The first contribution of this article is to develop and implement a new measure of the expected duration of life of a given cohort—or cohort life expectancy—that addresses these two problems. We call this measure expected longevity, and we document its socioeconomic gradient. In a first step, we exploit the panel structure of the Health and Retirement Study (HRS) to estimate age-specific survival rates conditional on a socioeconomic characteristic of interest z, as well as its age-specific transition probabilities. The transitions for the socioeconomic characteristic z allow us to address the changes in socioeconomic status over the life cycle. The socioeconomic characteristics studied here are education, wealth, nonfinancial income, labor market status, marital status, and smoking. We then link the estimates for all different cohorts in the HRS in order to build expected longevities conditional on the characteristic z at age 50 for individuals born between 1941 and 1954 (who were 50 years of age between 1992 and 2004). Our results uncover substantial heterogeneity in expected longevities across different measures of socioeconomic status, with the socioeconomic gradient being steeper for men than for women. That said, these socioeconomic gradients are 2 to 3 times smaller than those that result from using period life expectancies. This confirms the importance of keeping track of the life-cycle evolution of individual socioeconomic characteristics in order to predict the life duration of a given population subgroup.

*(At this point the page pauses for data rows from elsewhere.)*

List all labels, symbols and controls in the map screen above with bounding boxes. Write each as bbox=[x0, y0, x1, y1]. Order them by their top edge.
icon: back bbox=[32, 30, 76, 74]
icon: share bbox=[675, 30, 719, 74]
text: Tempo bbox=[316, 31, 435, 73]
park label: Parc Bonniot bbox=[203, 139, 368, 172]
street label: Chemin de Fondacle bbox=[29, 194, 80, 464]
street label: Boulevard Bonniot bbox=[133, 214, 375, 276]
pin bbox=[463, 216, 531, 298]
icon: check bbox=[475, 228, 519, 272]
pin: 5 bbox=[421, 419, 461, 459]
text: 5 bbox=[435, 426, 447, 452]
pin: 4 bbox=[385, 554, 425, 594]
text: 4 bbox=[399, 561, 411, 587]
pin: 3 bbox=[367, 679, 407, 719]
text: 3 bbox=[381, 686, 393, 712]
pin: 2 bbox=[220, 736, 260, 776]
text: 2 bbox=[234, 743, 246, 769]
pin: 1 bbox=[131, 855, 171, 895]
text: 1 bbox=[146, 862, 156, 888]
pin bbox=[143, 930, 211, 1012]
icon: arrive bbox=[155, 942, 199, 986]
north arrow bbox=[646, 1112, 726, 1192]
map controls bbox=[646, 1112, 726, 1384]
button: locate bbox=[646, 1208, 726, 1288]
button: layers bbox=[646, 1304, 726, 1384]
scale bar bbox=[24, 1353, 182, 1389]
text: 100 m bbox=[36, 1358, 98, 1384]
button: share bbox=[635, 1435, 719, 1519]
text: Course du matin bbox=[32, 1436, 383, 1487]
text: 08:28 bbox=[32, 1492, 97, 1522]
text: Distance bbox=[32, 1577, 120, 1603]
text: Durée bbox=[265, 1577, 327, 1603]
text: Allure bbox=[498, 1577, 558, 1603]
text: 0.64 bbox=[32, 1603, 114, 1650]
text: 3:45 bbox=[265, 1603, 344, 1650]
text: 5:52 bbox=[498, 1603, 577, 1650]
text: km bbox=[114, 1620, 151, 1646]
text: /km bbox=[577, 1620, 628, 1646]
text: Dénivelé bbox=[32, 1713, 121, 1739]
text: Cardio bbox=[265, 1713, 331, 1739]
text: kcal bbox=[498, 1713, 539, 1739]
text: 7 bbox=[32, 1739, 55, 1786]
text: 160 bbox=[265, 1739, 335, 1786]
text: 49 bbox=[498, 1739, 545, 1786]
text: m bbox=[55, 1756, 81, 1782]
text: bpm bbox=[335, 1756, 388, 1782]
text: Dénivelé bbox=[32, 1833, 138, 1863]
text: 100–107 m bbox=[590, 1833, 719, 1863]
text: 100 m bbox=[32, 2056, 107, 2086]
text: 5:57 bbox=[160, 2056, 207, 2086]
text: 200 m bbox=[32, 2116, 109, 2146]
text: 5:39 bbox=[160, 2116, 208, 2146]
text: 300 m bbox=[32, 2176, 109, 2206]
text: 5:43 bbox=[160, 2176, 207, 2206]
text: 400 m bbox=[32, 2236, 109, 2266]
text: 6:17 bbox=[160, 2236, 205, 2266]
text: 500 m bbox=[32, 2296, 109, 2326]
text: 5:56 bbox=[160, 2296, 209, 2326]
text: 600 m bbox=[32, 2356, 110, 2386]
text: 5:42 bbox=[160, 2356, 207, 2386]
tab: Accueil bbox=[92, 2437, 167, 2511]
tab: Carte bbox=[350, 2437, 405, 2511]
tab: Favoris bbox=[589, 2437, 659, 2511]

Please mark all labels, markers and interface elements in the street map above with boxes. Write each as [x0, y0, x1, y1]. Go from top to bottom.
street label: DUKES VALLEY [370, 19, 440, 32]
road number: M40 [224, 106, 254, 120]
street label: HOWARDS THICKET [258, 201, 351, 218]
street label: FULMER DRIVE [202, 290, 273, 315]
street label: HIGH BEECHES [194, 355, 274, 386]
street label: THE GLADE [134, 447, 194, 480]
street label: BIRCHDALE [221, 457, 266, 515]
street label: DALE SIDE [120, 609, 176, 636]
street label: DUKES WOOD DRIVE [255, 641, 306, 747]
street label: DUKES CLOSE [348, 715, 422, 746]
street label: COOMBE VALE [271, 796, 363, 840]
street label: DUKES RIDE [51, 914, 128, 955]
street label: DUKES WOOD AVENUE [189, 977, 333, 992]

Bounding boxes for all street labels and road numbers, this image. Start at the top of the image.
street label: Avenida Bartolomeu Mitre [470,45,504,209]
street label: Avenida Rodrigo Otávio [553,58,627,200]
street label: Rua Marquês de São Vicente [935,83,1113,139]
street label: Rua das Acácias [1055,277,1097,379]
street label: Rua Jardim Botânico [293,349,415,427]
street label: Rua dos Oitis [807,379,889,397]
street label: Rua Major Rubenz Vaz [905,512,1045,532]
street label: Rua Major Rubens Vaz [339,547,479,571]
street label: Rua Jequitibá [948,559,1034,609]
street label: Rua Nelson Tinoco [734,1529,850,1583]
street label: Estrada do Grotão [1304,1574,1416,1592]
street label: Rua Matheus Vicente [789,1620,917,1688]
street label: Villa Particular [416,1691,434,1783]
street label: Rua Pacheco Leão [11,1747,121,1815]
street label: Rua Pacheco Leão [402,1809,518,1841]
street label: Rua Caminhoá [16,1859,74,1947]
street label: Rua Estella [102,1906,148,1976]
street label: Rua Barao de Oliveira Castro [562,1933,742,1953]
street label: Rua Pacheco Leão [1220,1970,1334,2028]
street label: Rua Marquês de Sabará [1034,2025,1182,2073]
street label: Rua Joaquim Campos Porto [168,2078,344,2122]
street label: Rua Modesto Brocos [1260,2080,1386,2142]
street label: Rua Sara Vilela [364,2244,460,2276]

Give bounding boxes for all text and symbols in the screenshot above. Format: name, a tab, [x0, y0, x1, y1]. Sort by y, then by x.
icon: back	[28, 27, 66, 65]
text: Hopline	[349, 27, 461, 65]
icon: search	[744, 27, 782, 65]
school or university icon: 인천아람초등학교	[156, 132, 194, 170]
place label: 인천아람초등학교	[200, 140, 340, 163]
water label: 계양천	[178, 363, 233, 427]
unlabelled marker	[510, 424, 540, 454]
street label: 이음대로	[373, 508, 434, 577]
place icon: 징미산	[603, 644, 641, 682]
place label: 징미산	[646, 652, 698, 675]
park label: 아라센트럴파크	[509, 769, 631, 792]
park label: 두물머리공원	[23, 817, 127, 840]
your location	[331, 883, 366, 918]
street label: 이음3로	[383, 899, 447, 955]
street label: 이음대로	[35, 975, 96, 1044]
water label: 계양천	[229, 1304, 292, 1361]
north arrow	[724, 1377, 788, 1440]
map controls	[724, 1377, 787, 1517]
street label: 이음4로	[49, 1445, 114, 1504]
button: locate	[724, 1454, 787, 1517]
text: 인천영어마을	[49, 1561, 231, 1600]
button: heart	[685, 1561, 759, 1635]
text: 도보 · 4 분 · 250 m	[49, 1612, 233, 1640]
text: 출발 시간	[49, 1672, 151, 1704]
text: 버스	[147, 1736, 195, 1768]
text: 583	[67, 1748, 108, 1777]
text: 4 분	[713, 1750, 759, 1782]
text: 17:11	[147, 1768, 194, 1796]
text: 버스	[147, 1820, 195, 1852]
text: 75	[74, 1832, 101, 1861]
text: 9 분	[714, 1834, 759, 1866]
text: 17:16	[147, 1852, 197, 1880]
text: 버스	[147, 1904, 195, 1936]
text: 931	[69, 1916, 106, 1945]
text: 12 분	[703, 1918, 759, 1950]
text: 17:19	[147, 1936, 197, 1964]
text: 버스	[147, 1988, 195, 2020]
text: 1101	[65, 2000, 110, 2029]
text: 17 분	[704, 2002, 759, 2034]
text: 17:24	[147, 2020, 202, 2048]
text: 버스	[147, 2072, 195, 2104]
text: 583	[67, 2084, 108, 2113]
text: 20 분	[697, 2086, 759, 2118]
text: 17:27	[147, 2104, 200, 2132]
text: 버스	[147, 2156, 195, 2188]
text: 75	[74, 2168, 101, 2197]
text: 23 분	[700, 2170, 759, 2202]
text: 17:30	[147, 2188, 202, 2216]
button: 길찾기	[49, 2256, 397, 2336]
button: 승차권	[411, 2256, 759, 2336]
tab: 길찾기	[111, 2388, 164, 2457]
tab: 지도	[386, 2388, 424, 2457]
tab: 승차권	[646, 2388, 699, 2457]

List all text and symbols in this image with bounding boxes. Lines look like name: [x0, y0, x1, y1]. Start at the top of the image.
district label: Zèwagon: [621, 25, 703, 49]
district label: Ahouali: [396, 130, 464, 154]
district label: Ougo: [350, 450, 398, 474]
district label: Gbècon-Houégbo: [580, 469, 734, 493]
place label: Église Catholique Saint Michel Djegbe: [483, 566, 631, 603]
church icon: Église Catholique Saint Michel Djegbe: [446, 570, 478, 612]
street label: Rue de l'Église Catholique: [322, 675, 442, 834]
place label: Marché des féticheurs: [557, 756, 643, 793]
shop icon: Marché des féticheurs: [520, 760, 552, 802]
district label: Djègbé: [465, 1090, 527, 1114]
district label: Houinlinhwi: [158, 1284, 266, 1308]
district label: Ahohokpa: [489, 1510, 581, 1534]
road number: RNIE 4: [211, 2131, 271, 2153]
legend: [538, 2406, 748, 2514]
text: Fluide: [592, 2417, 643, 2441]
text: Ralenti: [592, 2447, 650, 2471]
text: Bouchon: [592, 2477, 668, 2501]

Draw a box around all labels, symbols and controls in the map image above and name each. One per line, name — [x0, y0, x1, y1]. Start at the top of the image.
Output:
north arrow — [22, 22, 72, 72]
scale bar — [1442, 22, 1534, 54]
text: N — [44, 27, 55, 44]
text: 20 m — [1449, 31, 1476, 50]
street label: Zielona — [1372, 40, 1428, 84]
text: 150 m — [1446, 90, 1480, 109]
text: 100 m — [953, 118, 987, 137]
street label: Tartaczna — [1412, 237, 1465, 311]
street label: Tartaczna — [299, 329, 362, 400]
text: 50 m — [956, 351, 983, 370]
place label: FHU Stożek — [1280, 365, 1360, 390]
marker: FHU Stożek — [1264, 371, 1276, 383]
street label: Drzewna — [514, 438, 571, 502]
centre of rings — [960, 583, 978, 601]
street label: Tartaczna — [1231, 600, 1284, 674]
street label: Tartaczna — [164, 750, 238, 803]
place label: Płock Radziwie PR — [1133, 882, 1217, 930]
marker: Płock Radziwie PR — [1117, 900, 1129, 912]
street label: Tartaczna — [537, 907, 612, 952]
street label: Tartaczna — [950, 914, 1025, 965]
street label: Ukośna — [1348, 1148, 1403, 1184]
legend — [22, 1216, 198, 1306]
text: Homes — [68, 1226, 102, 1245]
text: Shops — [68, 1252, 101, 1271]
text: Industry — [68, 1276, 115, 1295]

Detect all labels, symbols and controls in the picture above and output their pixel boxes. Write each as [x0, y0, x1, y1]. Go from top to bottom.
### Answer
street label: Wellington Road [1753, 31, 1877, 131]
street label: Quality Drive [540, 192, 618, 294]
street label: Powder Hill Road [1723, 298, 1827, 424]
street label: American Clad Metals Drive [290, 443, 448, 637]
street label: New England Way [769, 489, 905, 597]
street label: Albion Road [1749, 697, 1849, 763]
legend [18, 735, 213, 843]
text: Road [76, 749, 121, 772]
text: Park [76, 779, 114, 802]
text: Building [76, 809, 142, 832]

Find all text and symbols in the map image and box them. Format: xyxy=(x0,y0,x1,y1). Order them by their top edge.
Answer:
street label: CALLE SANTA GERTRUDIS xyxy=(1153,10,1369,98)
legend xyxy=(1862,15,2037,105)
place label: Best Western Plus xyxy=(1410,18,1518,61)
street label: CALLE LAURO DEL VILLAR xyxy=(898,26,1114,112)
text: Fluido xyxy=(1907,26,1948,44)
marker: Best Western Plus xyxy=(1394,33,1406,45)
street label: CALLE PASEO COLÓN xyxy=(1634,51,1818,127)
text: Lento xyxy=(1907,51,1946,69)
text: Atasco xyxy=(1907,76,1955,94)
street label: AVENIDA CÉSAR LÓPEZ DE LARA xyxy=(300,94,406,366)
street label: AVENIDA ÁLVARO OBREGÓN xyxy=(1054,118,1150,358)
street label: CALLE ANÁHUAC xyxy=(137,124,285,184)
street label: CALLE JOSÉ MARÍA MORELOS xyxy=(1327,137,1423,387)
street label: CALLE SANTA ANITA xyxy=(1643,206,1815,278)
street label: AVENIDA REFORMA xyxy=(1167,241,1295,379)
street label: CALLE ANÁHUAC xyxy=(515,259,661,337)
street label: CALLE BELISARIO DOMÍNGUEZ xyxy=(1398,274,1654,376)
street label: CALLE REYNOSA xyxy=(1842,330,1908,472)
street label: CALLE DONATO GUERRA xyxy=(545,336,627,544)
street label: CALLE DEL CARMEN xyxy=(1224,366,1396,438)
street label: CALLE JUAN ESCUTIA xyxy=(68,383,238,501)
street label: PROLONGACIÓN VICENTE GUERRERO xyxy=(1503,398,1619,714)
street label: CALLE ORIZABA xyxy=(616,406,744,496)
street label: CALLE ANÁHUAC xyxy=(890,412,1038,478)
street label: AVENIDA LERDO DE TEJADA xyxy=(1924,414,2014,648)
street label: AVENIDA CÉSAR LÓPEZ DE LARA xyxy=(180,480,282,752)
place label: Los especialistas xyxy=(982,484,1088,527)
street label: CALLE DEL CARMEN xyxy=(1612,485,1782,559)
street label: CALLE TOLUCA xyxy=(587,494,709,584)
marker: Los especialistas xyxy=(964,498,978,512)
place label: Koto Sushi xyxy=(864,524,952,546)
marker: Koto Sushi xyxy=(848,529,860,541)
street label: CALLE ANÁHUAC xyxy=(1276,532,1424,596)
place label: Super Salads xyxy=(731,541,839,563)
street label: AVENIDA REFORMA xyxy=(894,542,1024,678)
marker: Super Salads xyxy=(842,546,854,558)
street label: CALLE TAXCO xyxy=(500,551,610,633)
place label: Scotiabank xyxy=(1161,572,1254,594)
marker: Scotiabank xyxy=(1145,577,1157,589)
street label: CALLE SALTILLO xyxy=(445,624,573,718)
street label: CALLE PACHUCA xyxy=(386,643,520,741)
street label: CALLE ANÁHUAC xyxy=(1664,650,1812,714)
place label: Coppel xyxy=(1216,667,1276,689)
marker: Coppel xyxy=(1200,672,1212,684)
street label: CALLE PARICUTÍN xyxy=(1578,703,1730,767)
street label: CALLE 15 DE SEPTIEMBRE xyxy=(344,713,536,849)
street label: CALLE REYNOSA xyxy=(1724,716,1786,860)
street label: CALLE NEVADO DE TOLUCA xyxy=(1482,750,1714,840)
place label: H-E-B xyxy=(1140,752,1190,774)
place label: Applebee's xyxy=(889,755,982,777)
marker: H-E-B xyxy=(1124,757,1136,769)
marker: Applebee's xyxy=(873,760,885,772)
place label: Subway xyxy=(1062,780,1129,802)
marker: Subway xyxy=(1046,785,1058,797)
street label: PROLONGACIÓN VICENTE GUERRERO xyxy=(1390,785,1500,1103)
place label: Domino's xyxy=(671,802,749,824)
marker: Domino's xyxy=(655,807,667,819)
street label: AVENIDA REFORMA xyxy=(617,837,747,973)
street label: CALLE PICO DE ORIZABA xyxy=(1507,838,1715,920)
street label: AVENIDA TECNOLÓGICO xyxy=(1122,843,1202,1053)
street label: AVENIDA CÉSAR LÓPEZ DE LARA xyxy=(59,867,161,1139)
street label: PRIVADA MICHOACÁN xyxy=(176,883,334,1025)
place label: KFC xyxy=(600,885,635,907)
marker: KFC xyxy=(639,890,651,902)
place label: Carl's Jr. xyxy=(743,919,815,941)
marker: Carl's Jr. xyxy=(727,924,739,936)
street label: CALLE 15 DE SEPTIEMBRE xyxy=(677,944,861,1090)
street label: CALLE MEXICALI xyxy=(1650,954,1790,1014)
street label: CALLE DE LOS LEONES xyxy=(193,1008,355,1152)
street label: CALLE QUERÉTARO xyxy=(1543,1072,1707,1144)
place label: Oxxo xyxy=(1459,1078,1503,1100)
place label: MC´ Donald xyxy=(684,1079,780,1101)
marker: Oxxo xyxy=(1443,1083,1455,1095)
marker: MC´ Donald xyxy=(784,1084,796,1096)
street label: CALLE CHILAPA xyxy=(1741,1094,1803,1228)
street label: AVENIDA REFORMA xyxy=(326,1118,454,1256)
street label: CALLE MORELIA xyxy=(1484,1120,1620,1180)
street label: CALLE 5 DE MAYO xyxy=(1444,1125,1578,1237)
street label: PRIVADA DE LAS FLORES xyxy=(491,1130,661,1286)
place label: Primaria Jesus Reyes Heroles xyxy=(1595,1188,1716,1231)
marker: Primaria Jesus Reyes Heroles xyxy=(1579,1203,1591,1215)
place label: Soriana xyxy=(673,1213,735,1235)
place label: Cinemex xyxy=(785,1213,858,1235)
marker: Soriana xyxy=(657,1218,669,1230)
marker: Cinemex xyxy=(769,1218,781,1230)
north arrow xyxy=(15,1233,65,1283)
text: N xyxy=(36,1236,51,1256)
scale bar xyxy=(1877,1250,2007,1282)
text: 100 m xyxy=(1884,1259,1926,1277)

In a second step, we estimate age-specific survival rates conditional on a socioeconomic characteristic z and on individual (self-assessed) health h and age-specific joint transition probabilities for z and h. The use of information on health h allows us to partly address the changes over time in survival rates and in the transitions for z and to take into account that the transitions on z may have a direct dependence on health. This is quantitatively important: the socioeconomic gradients in expected longevities that we find are larger (between 20 % and almost 100 %) than when we ignore information on health and hence assume that mortality rates and transition functions are constant over time. The reason for this is that the gap in health conditions at age 50 between the most and the least advantaged types has grown over time. Hence, our results point to an increase in the socioeconomic gradient of mortality rates at old ages for the coming years.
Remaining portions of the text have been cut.